__Brief__
Tally the lines in the following entries that include the word "NELSON"; state only the total.

__Supplied material__
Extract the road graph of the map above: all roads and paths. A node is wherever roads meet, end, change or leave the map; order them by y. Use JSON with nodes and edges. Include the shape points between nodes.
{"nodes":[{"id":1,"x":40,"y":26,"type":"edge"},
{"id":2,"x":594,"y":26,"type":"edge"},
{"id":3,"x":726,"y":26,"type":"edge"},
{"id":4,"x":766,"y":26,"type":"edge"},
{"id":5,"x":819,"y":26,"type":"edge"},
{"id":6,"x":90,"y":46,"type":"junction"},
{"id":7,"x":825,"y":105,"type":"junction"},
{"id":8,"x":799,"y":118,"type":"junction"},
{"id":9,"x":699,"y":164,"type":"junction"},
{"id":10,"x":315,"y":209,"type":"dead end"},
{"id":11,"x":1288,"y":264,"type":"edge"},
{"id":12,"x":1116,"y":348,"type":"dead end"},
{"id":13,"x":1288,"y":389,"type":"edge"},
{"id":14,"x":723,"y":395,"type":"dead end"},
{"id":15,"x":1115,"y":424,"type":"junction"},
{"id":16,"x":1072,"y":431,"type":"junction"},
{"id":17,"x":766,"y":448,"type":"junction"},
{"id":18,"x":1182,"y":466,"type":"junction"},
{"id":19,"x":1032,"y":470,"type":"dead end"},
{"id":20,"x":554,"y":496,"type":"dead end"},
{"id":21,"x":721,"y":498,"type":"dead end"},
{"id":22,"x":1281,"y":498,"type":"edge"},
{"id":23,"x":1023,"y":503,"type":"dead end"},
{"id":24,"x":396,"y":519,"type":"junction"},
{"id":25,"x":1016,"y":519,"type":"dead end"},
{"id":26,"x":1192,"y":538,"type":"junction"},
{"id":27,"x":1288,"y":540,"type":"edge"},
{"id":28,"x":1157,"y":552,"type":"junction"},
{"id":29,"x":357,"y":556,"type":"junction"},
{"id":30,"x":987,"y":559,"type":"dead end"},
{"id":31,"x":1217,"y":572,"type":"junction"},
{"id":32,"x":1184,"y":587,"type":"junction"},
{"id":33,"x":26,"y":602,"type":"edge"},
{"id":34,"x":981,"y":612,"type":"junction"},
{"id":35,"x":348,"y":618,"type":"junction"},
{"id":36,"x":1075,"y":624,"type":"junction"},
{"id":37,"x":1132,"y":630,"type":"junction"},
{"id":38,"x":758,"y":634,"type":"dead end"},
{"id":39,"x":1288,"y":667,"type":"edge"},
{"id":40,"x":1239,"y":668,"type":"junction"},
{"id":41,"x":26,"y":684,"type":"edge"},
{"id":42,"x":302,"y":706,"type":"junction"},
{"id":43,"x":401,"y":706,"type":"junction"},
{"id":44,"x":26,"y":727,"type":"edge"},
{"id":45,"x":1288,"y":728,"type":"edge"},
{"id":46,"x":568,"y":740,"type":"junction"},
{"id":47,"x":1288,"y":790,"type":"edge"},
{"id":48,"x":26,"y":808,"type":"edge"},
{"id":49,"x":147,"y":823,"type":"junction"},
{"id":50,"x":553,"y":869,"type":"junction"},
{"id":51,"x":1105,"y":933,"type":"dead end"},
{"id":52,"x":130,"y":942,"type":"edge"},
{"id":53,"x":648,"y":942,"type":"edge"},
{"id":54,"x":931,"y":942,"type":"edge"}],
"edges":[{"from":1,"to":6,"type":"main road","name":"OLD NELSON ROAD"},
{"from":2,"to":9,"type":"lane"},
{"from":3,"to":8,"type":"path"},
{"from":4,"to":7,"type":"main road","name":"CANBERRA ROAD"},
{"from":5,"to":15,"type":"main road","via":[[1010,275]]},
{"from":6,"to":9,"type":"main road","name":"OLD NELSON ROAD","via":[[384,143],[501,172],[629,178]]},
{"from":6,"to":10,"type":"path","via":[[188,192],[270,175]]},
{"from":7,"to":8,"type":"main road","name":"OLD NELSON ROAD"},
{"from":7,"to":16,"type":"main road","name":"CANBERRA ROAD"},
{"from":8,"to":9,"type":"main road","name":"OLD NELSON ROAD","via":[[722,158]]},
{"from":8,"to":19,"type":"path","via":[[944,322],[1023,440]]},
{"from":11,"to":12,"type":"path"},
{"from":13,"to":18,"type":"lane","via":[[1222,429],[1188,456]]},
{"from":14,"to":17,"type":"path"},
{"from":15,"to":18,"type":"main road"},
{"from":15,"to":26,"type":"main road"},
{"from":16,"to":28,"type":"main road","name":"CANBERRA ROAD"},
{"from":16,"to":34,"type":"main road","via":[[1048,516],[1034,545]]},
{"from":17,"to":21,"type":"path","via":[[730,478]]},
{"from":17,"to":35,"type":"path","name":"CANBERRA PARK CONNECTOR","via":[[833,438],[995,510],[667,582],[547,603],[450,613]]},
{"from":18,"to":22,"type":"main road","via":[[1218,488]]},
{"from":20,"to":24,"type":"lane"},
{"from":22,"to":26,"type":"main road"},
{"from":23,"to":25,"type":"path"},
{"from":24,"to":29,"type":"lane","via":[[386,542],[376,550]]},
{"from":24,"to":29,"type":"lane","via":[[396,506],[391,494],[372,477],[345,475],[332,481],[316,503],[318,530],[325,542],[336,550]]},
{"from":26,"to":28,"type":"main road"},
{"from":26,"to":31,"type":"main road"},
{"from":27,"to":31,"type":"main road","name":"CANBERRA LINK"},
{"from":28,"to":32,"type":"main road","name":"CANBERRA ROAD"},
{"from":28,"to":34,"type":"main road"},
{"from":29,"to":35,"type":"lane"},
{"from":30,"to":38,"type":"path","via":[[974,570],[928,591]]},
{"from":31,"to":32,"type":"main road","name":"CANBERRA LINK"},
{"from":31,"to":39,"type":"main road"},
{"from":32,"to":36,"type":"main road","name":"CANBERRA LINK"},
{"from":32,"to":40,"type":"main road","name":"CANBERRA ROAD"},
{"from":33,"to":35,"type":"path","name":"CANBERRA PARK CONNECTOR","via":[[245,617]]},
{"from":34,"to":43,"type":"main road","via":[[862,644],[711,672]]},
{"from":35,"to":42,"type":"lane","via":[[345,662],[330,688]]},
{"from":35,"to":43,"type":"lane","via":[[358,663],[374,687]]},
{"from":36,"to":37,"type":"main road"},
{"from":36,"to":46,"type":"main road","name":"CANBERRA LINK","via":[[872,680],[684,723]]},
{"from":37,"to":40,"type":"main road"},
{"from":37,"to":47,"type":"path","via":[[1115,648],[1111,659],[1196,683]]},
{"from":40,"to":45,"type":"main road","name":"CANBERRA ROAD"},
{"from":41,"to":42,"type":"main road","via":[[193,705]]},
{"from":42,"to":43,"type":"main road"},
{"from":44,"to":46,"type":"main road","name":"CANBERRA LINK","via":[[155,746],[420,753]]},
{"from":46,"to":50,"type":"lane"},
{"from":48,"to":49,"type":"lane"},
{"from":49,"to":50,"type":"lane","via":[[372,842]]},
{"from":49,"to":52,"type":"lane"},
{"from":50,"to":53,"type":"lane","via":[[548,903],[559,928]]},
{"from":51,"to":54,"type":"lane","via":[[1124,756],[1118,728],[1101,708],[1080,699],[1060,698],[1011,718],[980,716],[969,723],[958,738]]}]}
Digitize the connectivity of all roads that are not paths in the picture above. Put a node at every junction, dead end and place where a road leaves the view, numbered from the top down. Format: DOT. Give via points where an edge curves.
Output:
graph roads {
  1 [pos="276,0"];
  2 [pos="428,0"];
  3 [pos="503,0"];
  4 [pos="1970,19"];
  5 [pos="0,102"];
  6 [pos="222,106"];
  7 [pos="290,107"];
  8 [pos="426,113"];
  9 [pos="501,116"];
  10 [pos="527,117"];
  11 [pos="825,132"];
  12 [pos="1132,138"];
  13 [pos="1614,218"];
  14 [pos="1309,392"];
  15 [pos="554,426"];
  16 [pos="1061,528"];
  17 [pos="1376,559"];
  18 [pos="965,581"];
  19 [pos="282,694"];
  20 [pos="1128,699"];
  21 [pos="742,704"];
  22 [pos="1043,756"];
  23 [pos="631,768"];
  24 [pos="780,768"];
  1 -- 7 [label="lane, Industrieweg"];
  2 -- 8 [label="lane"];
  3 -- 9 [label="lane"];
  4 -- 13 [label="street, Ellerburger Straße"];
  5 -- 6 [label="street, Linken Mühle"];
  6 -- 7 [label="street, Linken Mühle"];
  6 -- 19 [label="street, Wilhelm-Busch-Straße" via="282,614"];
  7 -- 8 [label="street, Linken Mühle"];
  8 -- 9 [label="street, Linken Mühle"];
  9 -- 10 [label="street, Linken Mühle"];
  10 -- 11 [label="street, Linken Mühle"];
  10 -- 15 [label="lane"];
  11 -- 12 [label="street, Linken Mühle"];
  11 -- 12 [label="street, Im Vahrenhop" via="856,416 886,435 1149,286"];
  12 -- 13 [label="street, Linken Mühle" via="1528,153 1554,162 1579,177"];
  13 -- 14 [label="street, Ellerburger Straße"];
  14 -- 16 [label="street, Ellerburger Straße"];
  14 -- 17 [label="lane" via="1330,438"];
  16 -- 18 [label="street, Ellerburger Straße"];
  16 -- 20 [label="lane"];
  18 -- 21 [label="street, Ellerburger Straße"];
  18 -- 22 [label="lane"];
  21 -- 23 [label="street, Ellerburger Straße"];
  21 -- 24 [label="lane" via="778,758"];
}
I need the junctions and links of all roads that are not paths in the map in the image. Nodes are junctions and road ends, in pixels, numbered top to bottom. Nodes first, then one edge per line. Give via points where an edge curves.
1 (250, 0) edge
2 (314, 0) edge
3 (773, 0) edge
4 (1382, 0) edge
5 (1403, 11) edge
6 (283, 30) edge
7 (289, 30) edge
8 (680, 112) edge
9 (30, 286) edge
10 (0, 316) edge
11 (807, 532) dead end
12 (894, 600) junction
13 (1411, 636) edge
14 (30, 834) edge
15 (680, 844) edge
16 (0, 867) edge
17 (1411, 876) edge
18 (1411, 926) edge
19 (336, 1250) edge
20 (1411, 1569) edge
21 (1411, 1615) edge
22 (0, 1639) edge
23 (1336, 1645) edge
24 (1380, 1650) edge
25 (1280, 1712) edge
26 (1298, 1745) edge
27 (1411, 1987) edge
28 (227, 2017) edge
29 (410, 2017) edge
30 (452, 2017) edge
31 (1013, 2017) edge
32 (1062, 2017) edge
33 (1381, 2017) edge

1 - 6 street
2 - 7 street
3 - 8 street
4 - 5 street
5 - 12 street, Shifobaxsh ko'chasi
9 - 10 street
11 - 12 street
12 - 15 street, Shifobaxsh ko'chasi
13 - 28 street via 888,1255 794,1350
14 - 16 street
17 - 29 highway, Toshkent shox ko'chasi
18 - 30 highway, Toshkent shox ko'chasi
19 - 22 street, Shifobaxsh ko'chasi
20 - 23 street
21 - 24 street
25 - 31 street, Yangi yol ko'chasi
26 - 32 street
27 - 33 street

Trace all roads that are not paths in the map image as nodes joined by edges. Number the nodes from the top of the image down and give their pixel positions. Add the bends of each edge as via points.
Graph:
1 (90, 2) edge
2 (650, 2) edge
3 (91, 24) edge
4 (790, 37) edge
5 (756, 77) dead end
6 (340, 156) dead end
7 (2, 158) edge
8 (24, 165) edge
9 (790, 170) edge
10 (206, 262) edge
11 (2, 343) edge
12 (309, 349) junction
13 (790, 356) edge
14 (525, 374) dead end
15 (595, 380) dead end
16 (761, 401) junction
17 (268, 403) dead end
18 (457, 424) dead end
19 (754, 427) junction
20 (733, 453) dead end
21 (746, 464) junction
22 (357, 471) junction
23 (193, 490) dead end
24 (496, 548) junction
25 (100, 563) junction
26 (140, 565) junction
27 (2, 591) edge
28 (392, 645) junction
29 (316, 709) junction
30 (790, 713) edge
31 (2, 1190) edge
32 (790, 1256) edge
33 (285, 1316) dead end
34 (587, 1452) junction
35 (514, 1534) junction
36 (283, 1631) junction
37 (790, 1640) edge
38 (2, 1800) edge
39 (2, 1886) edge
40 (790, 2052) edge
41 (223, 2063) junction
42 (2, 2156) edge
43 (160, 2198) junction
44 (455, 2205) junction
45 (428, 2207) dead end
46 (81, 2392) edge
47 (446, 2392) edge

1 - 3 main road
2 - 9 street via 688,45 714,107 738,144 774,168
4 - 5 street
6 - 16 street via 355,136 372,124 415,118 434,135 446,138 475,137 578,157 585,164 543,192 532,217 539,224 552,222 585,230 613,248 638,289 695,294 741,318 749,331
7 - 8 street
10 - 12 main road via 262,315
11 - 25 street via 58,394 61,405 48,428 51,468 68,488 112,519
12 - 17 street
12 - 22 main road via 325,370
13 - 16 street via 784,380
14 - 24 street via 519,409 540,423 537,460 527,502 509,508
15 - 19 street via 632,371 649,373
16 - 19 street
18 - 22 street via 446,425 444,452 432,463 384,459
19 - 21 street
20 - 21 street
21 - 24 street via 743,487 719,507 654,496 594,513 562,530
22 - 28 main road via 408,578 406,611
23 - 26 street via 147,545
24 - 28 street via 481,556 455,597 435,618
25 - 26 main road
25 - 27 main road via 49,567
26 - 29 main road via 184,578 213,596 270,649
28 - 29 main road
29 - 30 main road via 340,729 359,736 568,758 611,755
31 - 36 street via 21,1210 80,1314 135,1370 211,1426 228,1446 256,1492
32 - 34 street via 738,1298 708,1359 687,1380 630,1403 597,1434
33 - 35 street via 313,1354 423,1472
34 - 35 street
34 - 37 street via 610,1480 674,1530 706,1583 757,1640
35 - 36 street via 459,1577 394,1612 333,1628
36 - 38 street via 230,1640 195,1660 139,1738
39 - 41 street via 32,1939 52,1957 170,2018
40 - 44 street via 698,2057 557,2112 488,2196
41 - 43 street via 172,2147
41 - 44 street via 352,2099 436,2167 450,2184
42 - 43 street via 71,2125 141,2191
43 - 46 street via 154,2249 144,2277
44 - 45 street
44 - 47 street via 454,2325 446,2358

__Written response__
4